American colleges and universities transition from providing education to spreading coronaplague

I have been asking Harvard undergraduates how their online learning experience was. “Terrible,” was a typical response. “I stopped watching after a month or so.” I asked a math major if she had been able to get help with proofs from teaching assistants during the purported virtual learning portion of last semester. “Only if I knew someone and arranged it privately,” she answered. “There was no structured tutoring provided.”

Asking around the rest of the U.S., the consensus seems to be that the bricks and mortar universities are nowhere near as good at delivering online education as the schools that have been doing it for decades, e.g., Western Governors University. Occasionally a student will praise an individual professor for being good at delivering an online experience, but that was never due to any institutional commitment.

How about for the fall? What have the brilliant administrative minds backed up by multi-$billion endowments managed to arrange? An Oberlin professor told me that the school was switching to trimesters and telling students to show up for only two out of three. He complained that it was a lot of work to redesign the curriculum, but said it was necessary due to a lack of dorm space. “We want every student to have a single room,” he explained.

Now that I’ve been defriended for heresy by everyone on Facebook I need to offend people before we are even friends. So, on this group video chat I said “The Chinese built a hospital for 5,000 patients in 10 days. Oberlin is sitting in the middle of farms and can’t set up a few extra dorm rooms in six months?” This was, I learned, a completely unfair comparison.

How about other schools? Most of them seem unable to come up with the idea of renting out blocks of hotel rooms to serve as dormitories (has there ever been a better time to get a long-term lease on a 400-room hotel?). Harvard, for example, is telling most undergraduates that they can’t return to campus (but the ones with a compelling victimhood narrative are welcome!). So the undergrads will meekly isolate in mom and dad’s house (well, actually mom’s house under most U.S. states’ family law systems, even if dad may not realize it yet)? No! Boston-area landlords are now besieged by groups of 6 Harvard undergraduates seeking to crowd into 2BR apartments. So they’ll be in Boston and they’ll get infected with coronaplague, but Harvard can argue that their infections occurred off campus. (See “12 People in a 3-Bedroom House, Then the Virus Entered the Equation”: “Overcrowding, not density, has defined many coronavirus hot spots. Service workers’ quarters skirting Silicon Valley are no exception.”)

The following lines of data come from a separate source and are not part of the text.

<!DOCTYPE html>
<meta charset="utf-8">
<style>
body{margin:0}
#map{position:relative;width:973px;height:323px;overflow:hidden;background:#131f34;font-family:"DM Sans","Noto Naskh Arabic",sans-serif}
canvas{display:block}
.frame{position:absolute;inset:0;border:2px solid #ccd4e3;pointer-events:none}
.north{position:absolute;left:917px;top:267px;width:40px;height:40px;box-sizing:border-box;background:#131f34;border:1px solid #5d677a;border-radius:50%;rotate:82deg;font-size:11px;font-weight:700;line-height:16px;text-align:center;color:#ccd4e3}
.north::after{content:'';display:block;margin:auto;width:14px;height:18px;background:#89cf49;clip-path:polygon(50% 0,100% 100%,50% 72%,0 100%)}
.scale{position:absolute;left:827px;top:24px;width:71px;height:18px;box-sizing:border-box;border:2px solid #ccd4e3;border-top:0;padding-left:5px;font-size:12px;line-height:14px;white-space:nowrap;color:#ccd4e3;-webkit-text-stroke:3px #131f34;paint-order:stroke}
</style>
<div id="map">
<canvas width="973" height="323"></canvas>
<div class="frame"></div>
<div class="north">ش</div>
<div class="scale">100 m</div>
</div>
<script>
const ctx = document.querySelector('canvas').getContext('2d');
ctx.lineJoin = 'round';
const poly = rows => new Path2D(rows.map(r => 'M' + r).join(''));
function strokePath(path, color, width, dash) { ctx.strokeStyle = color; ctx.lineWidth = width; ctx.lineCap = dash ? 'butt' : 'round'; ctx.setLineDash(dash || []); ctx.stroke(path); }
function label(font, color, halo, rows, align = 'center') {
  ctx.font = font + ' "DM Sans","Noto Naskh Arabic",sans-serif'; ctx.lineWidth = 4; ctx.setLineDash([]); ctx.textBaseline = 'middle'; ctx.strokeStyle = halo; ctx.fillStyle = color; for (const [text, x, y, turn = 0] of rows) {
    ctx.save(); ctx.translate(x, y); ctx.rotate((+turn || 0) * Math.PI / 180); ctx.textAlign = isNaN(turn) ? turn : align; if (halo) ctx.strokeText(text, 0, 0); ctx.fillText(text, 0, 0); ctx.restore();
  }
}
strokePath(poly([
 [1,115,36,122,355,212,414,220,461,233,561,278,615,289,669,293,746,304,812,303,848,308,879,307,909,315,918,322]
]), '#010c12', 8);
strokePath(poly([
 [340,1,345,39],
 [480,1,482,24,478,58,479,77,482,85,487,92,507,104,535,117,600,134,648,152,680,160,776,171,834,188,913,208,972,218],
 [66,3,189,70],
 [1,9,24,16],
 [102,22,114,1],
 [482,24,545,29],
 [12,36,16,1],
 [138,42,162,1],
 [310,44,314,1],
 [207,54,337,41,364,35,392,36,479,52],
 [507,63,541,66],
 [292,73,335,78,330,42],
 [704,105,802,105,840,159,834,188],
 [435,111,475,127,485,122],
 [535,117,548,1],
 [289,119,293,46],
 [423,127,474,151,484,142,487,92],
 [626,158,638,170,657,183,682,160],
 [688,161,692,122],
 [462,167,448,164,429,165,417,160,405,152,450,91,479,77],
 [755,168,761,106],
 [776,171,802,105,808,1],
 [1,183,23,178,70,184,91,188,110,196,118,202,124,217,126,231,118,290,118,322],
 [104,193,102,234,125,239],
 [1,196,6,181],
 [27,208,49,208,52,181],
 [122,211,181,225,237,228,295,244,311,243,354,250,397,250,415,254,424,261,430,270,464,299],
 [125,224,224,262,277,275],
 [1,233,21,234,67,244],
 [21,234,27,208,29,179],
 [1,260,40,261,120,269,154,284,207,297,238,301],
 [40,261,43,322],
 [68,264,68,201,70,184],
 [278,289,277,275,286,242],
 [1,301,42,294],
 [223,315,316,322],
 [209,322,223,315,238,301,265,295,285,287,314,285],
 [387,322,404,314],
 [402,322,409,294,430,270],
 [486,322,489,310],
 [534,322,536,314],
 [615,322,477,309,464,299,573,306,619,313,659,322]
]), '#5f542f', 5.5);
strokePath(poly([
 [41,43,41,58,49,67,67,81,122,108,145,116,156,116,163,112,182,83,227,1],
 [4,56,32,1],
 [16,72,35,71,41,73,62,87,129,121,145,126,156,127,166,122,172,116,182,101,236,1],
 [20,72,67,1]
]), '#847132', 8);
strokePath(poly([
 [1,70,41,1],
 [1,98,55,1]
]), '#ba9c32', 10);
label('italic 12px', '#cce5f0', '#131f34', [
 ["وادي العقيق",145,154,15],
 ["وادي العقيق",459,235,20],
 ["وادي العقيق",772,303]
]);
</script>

From Harvard Yard in March:

Answer: 4 of them are in a 1BR apartment in Porter Square.

15 thoughts on “American colleges and universities transition from providing education to spreading coronaplague

  1. I remember the deep institutional resistance 18-20 years ago when the law school I worked for tried to get its professors to do simple things like use Blackboard to augment their courses. For many professors it was a matter of philosophical antipathy to using anything that smacked of remote education, taking the students out of the classroom, or use any software that for-profit colleges had touted. Some professors went so far as to refuse to put their course syllabus online! “That’s my work product!”

    I would have expected by this time almost every college professor would be familiar with the basics of distance learning, and the gap between places like WGU and the rest would be zero given all the open courseware and technological advancement of the past two decades, but I guess inertia is hard to overcome.

  2. I have a friends with a daughter at Princeton. She and her friends are renting a house in San Diego. If you’re going to be online, you might as well enjoy the weather!

  3. Phil. This is a problem that is right up your alley. You are just the person who could design a great online learning experience. Possibly design tools for others to use. Create one wonderful course as an example. What can you get up by the time classes are scheduled to start this fall.

    I once took a self paced EE course on logic design. This was before the internet was even a twinkle in its mother’s eye but it for instance would work very well online.

    Use your talents to move us forward.

  4. In the late ’50s, my father took correspondence courses in law via US Mail. After several courses, he realized he didn’t want to be a lawyer and ended up going to community college, majoring in Engineering Science, working 30 years for a government defense contractor, and retiring at 55 y/o.

  5. I would very much like to hear about more online colleges like Western Governors University.

    If Phil or any readers can suggest reputable, well regarded online college programs, either undergrad or grad, I’d love to hear about them.

    • Harvard Extension has been online for a long time. Certificates used to be doable entirely online. I’d guess AA, AB, and MA can be during the sniffle-plague.

    • The OMSCS program offered by Georgia tech . !
      One of the best for CS.
      PhilG wrote about it once long ago.

      I am a fall student , in my final course 🙂

  6. What have the brilliant administrative minds backed up by multi-$billion endowments managed to arrange?

    How about a crazy idea that. Just. Might. Work. In order to battle this affliction effectively, let’s aggressively raise the salaries of the harshly overworked and derisively underpaid university admins.